Somehow it is difficult to disagree. Somehow it is also strange, to the degree of spooky, that a private organization working out of a seasoned and respected publishing company (McGraw Hill) suddenly can create a near-panic state among market participants, commentators, state leaders and economists all over the globe. And stock markets did plummet today all over the world. Ironically, however, the yield on a 10-year US Treasury Bond dropped by 20 bp since Friday (as of Monday 2.30 pm New York time).
This is enormous power that lies in the hands of a company who is probably not better or worse in judging the American debt problems than other similar institutions or branches of financial institutions, or even single economists. Indeed, some find that they are not even that good at it. Recently, Mike Konzal has written a great piece on rating agencies’ (lack of) good predictions of public debt. This power, however, can be used affect long-term interest rates better than the Federal Reserve would wish it could do. Indeed, in the current motivation for the downgrade, S&P resembles a central bank trying to signal future intentions:
We could lower the long-term rating to ‘AA’ within the next two years if we see that less reduction in spending than agreed to, higher interest rates, or new fiscal pressures during the period result in a higher general government debt trajectory than we currently assume in our base case.
So, if the S&P’s powers take effect, one could definitely see an interest-rate increase coming, and then we will get another downgrade. If this talk gains momentum in the markets and becomes credible, it can therefore severely worsen the fiscal problems of the US. All because of the opinions of a rating agency?

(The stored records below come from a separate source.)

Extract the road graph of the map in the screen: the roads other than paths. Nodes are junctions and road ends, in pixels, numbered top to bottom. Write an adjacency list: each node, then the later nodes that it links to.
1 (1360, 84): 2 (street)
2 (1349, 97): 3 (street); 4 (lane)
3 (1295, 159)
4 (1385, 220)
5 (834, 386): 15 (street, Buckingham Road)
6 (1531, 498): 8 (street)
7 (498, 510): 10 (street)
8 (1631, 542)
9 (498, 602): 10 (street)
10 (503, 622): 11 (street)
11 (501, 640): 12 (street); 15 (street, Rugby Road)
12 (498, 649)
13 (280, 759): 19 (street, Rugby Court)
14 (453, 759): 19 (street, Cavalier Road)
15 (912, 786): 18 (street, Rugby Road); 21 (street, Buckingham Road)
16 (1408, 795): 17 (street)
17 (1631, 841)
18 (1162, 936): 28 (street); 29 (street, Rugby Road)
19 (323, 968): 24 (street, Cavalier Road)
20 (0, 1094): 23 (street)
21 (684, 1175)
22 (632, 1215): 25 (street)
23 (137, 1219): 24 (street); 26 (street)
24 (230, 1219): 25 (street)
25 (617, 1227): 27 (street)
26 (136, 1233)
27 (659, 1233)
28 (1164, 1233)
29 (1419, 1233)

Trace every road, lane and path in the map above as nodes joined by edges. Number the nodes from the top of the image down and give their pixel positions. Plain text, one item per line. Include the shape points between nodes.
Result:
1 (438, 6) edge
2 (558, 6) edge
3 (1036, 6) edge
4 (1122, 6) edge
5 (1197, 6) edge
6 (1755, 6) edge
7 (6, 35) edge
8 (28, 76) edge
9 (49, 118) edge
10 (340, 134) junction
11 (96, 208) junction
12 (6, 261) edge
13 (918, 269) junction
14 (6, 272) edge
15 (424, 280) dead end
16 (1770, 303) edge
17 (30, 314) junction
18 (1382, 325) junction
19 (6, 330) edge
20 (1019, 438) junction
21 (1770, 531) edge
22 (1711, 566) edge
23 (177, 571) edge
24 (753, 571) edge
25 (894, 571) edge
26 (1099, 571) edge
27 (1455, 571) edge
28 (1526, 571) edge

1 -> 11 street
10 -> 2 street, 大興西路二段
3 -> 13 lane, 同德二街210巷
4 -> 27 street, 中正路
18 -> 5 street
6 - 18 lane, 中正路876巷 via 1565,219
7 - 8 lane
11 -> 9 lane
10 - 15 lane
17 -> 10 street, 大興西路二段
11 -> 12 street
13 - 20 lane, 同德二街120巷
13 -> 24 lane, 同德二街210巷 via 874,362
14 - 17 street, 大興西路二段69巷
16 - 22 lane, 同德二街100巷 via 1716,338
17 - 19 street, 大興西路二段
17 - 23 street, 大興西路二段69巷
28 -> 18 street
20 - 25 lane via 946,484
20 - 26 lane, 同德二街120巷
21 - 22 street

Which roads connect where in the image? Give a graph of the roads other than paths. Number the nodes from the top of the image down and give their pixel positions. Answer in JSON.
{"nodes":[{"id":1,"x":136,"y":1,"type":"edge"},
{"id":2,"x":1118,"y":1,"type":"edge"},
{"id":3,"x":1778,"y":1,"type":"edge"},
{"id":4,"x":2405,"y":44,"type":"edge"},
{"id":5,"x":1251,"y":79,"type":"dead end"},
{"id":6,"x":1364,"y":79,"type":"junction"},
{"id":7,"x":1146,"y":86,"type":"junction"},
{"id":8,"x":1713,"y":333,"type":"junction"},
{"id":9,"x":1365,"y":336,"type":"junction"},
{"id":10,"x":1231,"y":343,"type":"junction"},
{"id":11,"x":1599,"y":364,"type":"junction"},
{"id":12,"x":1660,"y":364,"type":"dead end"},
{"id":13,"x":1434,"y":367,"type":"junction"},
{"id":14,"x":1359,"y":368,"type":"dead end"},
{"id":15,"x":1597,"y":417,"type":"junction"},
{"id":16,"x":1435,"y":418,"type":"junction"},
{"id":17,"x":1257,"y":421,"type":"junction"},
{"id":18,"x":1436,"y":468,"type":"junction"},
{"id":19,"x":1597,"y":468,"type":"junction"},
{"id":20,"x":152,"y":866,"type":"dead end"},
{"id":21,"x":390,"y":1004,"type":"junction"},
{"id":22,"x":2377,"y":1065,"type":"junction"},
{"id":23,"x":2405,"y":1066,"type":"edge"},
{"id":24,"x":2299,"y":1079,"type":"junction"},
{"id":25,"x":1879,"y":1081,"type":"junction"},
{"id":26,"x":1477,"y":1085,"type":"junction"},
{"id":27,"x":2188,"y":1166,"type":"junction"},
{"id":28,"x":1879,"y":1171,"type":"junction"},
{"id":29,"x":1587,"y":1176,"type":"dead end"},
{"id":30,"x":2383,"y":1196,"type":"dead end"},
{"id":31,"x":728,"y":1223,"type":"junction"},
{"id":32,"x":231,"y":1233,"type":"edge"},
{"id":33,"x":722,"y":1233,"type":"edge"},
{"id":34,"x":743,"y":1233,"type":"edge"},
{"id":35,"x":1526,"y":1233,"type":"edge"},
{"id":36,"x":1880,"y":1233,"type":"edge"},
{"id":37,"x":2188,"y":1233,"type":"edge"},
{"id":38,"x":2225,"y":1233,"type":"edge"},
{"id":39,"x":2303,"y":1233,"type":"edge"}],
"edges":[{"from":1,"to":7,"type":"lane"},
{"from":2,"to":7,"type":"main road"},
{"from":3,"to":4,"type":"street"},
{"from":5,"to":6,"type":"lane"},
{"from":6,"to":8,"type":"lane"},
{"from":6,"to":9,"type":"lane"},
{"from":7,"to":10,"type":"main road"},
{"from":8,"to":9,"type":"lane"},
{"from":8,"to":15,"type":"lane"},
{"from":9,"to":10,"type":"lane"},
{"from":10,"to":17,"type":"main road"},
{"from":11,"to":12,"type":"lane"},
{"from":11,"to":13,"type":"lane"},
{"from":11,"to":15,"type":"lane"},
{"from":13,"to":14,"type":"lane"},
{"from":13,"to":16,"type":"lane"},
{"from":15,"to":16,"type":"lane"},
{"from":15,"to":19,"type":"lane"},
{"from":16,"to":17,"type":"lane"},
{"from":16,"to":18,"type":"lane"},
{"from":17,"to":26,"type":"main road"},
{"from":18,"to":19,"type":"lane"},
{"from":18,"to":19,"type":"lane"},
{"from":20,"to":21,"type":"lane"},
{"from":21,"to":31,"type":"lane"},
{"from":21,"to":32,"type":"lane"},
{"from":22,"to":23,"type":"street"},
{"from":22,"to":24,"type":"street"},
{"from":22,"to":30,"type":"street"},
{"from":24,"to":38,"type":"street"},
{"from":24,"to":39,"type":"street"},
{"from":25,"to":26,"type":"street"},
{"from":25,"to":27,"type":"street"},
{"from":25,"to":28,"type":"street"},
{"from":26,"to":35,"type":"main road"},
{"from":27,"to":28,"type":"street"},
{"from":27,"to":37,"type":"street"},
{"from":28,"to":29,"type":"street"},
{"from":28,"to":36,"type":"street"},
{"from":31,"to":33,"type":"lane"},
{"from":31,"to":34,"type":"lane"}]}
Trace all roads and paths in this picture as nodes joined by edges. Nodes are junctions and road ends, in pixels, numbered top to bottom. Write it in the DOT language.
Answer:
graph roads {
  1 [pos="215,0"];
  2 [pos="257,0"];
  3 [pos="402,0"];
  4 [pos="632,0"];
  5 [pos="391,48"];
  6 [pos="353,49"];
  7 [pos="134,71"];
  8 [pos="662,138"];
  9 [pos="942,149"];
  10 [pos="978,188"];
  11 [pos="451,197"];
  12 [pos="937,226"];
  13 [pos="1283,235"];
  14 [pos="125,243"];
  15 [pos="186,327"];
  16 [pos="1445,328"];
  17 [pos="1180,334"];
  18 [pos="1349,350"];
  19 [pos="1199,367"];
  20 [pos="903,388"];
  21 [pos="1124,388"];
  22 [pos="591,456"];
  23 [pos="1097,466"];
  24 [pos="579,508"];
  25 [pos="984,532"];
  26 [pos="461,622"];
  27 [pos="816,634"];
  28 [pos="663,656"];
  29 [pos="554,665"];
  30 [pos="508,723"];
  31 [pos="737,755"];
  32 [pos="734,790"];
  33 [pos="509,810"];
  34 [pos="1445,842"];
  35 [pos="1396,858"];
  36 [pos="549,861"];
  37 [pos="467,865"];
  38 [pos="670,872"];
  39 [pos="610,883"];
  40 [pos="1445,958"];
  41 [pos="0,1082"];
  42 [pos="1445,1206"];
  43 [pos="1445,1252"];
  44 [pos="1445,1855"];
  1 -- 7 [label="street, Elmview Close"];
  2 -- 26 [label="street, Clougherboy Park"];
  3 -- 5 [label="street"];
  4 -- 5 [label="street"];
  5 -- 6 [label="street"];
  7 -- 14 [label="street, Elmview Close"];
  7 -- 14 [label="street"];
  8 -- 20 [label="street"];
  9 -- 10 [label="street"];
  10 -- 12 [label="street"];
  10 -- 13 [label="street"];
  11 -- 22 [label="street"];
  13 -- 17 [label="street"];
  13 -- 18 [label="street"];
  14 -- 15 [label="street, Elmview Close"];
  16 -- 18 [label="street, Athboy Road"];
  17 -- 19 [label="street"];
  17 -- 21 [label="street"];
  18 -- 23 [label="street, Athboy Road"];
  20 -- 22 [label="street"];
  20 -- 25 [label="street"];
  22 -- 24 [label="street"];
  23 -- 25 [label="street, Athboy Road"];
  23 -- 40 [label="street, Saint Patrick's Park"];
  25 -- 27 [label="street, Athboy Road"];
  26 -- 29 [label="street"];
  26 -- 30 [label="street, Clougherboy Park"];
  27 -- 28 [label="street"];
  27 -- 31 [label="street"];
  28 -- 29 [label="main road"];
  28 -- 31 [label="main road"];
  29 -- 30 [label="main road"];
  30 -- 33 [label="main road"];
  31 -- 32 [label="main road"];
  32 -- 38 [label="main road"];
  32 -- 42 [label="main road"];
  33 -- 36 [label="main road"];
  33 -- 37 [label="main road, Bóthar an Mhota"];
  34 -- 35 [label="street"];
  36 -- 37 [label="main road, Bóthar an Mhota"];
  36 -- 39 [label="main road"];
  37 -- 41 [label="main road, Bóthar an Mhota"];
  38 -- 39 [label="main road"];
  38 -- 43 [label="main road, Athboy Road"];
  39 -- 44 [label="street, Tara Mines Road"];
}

Well, the US asked for it, as its Securities and Exchange Commission has approved Standard and Poor’s as a NRSRO—Nationally Recognized Statistical Rating Organization. Nevertheless, it does raise a lot of complications with large dominant rating agencies. Simple forecasters now cannot rely on economy analysis, but must also try to forecast what the rating agencies will think about this and that. Also, I couldn’t help thinking about insider trading. With such obvious market power, employees at these institutions sit on valuable, really valuable, information. Obviously, Standard & Poor’s have codes of ethics that forbids employees to use such private information (pdf):
“Employees will not use or share Confidential Information for their personal benefit, including to buy, sell, or sell short Securities about which they possess Confidential Information” (par. 5.5.)
That is reassuring, but I would like to know whether a breach of these ethics is illegal, i.e., subject to the laws of insider trading, or just a way of getting fired from S&P? One could probably live with that if the return is high enough.
Finally, it may be worthwhile to let all market participants and politicians read a bit further into the codes of ethics of S&P:
“Credit Ratings do not constitute investment, financial, or other advice. Credit Ratings are not recommendations to purchase, hold, or sell a particular Security or to make any other investment decision. Credit Ratings do not comment on the suitability of an investment for a particular investor and should not be relied on when making any investment decision. The assignment of a Credit Rating to a Rated Entity does not guarantee the performance of the Rated Entity. Standard & Poor’s does not act as an investment, financial, or other advisor to, and does not have a fiduciary relationship with, any Issuer, investor, or any other person. Credit Ratings are not verifiable statements of fact.” (par. 7.7.)
So true, so true. So maybe the world could please coordinate on an equilibrium where less emphasis is put on “AAA” versus “AA+”?